ASSIGNMENT: The answer must consist of every line below that contains the word "بلوار".

Excerpts from a dataset
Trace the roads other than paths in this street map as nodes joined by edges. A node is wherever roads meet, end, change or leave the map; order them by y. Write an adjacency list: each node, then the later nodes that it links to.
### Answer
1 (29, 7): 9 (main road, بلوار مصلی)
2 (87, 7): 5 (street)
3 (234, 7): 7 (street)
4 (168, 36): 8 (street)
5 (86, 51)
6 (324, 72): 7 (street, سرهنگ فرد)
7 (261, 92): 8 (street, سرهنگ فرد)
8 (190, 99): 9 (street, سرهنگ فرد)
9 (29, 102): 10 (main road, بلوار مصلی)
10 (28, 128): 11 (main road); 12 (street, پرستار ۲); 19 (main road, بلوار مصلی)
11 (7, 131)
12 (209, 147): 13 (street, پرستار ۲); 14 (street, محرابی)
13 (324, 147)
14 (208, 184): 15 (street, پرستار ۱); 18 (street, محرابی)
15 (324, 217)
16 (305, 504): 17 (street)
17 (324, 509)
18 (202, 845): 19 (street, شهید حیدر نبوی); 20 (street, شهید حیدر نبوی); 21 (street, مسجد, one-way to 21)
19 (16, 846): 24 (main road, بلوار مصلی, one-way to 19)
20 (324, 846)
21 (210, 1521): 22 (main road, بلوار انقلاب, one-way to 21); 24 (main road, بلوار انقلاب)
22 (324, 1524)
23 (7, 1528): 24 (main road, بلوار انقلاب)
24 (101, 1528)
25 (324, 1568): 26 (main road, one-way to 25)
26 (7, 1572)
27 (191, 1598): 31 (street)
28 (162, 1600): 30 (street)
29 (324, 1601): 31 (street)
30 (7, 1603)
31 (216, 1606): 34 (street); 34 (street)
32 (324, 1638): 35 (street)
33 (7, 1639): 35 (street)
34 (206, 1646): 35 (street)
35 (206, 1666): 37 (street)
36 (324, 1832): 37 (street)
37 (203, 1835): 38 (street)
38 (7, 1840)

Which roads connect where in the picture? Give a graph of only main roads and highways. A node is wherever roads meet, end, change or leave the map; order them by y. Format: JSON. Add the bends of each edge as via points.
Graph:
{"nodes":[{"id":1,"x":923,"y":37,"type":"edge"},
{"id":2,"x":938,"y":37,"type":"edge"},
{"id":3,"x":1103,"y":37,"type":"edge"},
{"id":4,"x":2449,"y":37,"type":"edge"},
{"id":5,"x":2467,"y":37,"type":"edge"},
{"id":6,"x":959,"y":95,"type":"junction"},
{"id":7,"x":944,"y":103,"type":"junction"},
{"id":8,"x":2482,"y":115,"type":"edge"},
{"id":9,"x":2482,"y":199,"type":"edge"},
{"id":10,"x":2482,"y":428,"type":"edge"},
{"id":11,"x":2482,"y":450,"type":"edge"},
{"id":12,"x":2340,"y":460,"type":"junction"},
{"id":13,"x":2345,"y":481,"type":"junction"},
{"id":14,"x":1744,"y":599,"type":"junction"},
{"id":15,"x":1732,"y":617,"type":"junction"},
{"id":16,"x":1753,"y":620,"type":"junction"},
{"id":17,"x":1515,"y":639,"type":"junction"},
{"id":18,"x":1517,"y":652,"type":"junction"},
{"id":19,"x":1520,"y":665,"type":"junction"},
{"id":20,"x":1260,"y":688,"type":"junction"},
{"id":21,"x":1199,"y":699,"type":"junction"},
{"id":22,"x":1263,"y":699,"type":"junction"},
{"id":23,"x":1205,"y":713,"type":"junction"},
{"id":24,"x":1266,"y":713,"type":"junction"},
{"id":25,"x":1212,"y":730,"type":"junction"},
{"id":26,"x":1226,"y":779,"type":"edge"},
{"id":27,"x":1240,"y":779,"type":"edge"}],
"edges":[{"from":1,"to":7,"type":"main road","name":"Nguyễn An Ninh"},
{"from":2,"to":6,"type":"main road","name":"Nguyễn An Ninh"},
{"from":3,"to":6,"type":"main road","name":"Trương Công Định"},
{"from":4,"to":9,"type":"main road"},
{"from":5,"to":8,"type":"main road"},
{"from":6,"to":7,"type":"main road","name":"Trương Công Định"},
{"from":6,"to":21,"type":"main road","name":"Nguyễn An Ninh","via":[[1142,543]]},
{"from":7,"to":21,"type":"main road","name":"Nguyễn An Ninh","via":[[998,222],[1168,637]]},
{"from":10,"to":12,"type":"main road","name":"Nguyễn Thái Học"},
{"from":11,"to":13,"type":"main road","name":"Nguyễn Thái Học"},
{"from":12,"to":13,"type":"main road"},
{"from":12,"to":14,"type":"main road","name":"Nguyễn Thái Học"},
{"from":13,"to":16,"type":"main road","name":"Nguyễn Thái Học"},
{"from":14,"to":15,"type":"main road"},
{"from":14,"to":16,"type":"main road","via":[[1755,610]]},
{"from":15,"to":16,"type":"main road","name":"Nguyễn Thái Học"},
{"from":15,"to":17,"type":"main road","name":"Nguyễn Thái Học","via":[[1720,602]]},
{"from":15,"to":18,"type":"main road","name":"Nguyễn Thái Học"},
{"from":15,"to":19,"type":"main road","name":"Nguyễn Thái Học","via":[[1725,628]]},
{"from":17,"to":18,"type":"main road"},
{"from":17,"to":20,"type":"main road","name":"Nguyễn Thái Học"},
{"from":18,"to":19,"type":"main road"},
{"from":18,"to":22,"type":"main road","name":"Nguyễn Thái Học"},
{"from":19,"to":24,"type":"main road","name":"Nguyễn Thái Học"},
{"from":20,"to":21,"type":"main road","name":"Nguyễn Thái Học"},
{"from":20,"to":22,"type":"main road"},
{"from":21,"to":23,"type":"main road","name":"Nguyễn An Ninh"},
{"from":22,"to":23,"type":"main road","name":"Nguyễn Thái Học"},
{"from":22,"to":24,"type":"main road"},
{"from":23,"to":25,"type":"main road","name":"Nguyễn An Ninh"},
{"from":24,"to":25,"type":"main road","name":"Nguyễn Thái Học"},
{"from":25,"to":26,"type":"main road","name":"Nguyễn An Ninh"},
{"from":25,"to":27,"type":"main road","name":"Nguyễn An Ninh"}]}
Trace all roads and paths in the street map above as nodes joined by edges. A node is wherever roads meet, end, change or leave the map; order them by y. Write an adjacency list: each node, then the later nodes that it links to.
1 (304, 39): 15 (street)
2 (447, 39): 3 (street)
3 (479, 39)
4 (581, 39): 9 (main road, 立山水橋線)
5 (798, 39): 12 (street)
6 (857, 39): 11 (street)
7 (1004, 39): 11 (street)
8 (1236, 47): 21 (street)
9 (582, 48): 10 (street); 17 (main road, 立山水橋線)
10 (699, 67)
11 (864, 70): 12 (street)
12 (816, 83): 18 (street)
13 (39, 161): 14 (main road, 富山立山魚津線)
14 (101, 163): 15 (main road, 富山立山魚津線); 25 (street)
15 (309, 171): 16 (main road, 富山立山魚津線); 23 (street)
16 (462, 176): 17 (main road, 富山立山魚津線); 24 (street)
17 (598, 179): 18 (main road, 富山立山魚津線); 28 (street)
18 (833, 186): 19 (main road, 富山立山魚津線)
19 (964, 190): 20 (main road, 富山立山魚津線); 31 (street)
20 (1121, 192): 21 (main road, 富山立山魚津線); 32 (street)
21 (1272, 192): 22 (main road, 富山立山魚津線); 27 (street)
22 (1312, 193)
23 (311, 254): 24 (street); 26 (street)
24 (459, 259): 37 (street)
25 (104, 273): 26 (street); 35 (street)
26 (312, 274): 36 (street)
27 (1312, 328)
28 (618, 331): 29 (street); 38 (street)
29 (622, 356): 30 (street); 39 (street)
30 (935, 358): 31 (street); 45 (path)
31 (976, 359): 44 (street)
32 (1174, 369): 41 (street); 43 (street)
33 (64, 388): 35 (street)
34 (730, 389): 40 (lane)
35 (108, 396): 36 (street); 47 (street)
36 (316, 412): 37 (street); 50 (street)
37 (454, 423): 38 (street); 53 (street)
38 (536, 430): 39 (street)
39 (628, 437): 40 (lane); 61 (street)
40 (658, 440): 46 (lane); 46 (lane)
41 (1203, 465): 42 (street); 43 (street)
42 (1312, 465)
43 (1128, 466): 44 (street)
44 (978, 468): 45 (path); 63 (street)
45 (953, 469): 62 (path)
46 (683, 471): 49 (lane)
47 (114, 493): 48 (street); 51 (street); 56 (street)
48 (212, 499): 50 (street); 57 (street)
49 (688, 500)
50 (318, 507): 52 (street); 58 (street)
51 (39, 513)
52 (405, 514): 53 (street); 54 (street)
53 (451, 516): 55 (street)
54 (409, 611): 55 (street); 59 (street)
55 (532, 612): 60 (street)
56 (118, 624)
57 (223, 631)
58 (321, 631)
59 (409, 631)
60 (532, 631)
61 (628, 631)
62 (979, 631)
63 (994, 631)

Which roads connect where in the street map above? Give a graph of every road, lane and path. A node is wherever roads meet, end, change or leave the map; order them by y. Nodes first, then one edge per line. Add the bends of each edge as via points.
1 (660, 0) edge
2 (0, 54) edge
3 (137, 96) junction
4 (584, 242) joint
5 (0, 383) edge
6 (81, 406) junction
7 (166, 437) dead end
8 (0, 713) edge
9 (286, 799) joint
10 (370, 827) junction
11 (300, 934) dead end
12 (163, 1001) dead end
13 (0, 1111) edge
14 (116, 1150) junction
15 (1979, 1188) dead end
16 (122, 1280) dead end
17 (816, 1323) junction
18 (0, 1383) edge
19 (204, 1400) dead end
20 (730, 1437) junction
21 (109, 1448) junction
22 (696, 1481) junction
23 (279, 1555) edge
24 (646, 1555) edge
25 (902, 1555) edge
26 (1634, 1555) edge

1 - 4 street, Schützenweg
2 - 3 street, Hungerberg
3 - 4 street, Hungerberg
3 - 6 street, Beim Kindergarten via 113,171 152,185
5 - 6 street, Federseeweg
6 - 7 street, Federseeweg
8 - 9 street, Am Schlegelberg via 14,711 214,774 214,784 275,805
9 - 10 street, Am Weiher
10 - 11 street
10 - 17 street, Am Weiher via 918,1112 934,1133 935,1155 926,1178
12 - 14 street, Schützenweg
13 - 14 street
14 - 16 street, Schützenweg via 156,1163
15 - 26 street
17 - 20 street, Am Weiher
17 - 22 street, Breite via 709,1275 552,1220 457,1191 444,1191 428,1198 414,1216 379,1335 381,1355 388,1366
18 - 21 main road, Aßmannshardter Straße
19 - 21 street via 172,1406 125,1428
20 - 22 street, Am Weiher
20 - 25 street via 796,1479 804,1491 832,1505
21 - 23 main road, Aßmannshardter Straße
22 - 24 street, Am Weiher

RESPONSE AREA:
1 (29, 7): 9 (main road, بلوار مصلی)
9 (29, 102): 10 (main road, بلوار مصلی)
10 (28, 128): 11 (main road); 12 (street, پرستار ۲); 19 (main road, بلوار مصلی)
19 (16, 846): 24 (main road, بلوار مصلی, one-way to 19)
21 (210, 1521): 22 (main road, بلوار انقلاب, one-way to 21); 24 (main road, بلوار انقلاب)
23 (7, 1528): 24 (main road, بلوار انقلاب)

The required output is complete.